In the ordinary sense of the term, misgendering is when someone addresses someone else in a way that corresponds to the wrong gender. Like if Elizabeth Warren was on the street in front of me, dropped her wallet, and I picked it up and yelled: “Sir, you dropped your wallet,” then I would be misgendering her. Why? Presumably because sir is a form of address reserved for men, and she isn’t a man. Now, that probably doesn’t happen to Elizabeth Warren very often, if ever. But if it started happening to her constantly, such that lots of people completely stopped ever addressing her in the woman way, you could imagine it getting on her nerves.

In this episode, Professor Kapusta lays out some of the basic reasons why misgendering someone is a kind of moral harm. The extent of the harm varies significantly depending on the case, and depending on how much the person cares. There are some people who don’t care at all, and they constitute interesting edge cases that we should take seriously. But a lot of people do care, and there’s some work to be done explaining why. One of our guest’s big ideas is that misgendering is especially harmful when it happens to someone who has struggled in some way to achieve their gender, such as a late-transitioning trans woman. If we’re talking about a pattern of deliberate and persistent misgendering, then it seems like this form of address is a way of disrepecting one of the misgendered person’s core life projects.

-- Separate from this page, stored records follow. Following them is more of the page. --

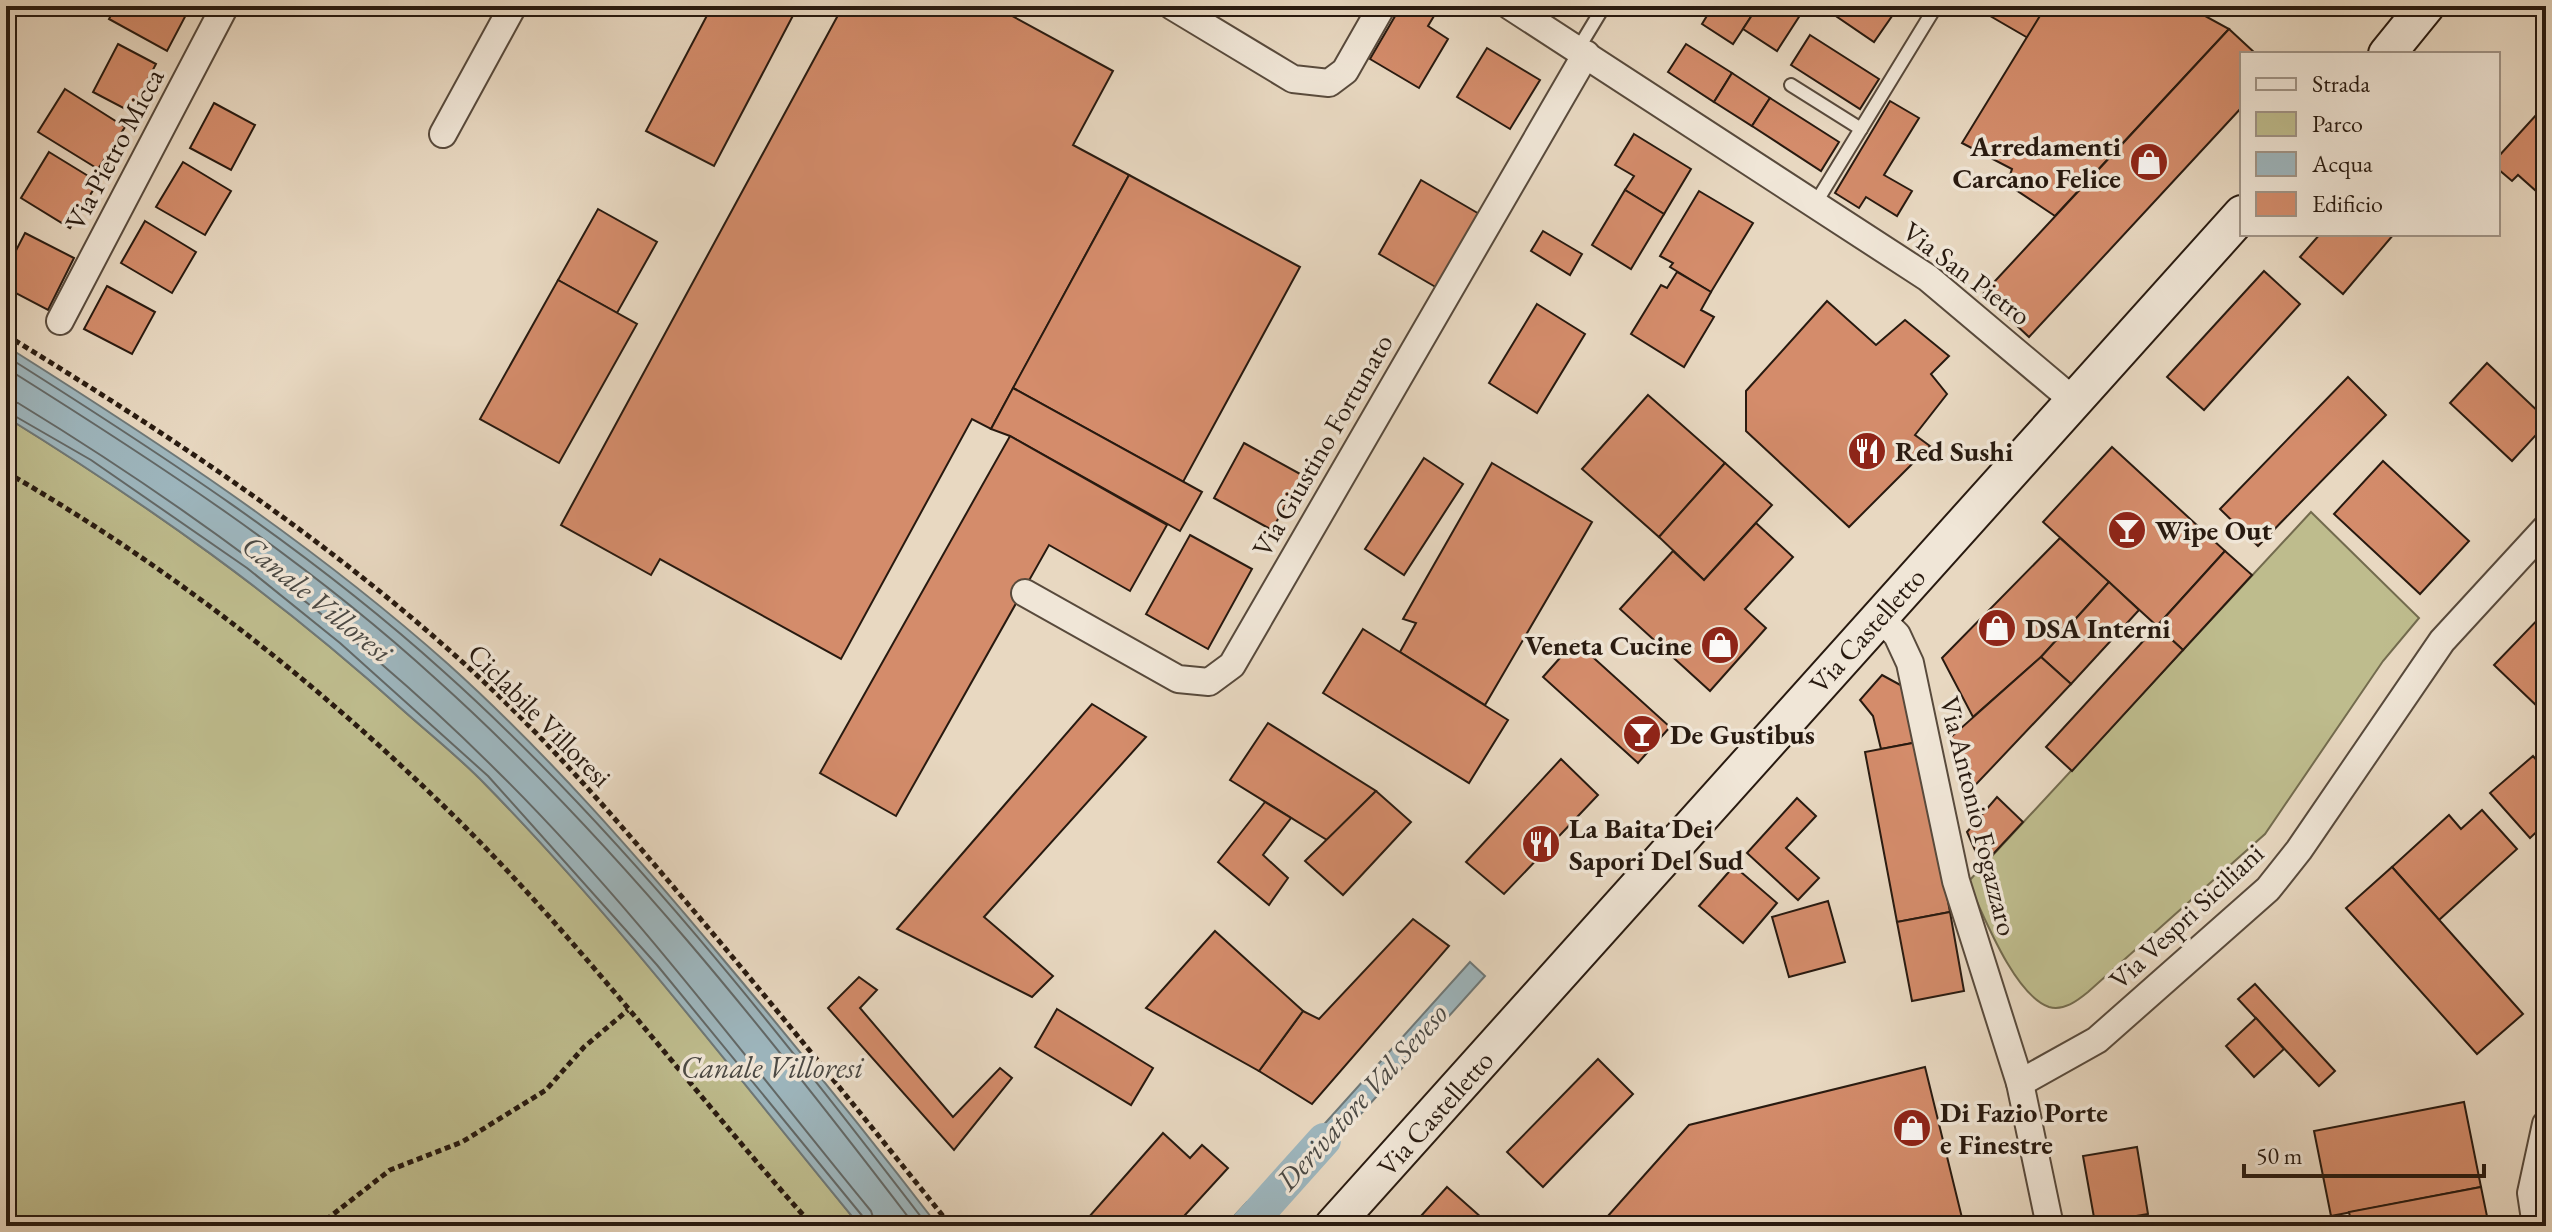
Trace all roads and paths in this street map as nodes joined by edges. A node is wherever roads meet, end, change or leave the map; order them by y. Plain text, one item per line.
1 (225, 6) edge
2 (513, 6) edge
3 (1172, 6) edge
4 (1382, 6) edge
5 (1510, 6) edge
6 (1604, 6) edge
7 (1936, 6) edge
8 (2426, 6) edge
9 (1582, 51) junction
10 (2389, 52) edge
11 (1791, 85) dead end
12 (1861, 129) junction
13 (443, 134) dead end
14 (1815, 204) junction
15 (2240, 216) edge
16 (60, 321) dead end
17 (6, 335) edge
18 (2074, 401) junction
19 (6, 472) edge
20 (2546, 528) edge
21 (1025, 593) dead end
22 (1879, 617) junction
23 (628, 1010) junction
24 (2020, 1083) junction
25 (2546, 1124) edge
26 (318, 1226) edge
27 (813, 1226) edge
28 (951, 1226) edge
29 (1333, 1226) edge
30 (2050, 1226) edge
31 (2536, 1226) edge

1 - 16 street, Via Pietro Micca
2 - 13 street
3 - 4 street
5 - 9 street, Via San Pietro
6 - 9 lane
7 - 12 lane
8 - 10 main road
9 - 14 street, Via San Pietro
9 - 21 street, Via Giustino Fortunato
11 - 12 lane
12 - 14 lane
14 - 18 street, Via San Pietro
15 - 18 main road, Via Castelletto
17 - 28 path, Ciclabile Villoresi
18 - 22 main road, Via Castelletto
19 - 23 path
20 - 24 street, Via Vespri Siciliani
22 - 24 street, Via Antonio Fogazzaro
22 - 29 main road, Via Castelletto
23 - 26 path
23 - 27 path
24 - 30 street, Via Antonio Fogazzaro
25 - 31 street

Another interesting idea our guest puts forward is that there’s also a sense in which a philosophical theory can misgender someone. If I give an account of what gender is that implicitly predicts that so and so is e.g. a woman when in fact so and so is a man, then in endorsing that account, you could perhaps say that I am misgendering the person. Stephanie Kapusta calls this more extended form of misgendering philosophical misgendering and suggests that scholars who work in social metaphysics ought to take care to avoid engaging in it (whether deliberately or indavertently).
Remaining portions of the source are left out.